=== EXERCISE ===
Select the lines of the records containing the word "تربیت" and list them.

=== DATASET CONTENT ===
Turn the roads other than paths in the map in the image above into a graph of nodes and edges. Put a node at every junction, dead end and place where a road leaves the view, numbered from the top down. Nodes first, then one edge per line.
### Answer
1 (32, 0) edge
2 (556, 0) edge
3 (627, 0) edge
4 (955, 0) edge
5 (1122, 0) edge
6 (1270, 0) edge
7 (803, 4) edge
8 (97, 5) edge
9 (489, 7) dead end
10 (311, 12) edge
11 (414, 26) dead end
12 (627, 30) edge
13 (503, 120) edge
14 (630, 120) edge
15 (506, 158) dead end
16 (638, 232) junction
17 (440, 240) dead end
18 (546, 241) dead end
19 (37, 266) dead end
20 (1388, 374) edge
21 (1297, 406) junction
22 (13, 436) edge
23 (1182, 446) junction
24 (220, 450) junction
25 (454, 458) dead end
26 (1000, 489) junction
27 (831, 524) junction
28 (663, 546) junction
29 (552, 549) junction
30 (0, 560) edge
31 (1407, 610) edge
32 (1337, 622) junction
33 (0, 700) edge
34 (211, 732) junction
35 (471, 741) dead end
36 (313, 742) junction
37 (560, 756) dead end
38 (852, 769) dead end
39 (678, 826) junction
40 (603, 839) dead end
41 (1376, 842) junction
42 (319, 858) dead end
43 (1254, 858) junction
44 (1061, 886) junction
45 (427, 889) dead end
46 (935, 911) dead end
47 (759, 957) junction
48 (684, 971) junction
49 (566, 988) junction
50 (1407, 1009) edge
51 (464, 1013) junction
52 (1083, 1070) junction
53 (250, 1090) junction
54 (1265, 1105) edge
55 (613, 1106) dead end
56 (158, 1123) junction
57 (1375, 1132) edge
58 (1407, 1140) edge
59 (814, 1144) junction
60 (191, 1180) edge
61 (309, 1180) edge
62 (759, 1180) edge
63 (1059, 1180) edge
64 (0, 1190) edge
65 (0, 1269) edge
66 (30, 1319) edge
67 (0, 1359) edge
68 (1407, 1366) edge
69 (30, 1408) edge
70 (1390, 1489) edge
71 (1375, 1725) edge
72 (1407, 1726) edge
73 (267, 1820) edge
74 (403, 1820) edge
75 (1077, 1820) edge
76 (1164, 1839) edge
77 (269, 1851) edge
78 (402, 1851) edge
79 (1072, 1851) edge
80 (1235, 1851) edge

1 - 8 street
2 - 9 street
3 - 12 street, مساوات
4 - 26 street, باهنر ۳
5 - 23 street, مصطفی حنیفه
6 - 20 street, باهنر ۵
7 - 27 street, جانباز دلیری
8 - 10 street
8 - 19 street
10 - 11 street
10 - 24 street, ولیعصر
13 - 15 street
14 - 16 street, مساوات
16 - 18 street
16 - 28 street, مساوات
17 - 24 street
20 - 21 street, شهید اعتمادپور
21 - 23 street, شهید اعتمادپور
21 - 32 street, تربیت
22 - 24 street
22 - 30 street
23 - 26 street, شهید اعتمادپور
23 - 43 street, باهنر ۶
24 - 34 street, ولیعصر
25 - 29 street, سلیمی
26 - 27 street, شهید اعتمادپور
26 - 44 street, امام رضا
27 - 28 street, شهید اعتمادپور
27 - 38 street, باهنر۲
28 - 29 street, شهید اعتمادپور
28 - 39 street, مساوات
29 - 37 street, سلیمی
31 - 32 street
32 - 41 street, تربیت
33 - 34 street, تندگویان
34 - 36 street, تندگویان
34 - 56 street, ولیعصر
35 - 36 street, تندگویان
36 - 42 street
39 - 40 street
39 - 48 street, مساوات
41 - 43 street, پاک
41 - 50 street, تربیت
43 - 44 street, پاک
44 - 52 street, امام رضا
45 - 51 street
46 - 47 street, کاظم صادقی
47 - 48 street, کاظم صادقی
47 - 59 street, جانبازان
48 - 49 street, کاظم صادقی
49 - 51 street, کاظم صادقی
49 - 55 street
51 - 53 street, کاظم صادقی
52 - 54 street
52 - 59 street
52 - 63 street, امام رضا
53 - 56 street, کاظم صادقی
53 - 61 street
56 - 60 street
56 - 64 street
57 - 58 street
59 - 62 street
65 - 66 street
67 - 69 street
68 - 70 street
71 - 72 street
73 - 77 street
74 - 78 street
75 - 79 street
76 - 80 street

=== TASK RESPONSE ===
21 - 32 street, تربیت
32 - 41 street, تربیت
41 - 50 street, تربیت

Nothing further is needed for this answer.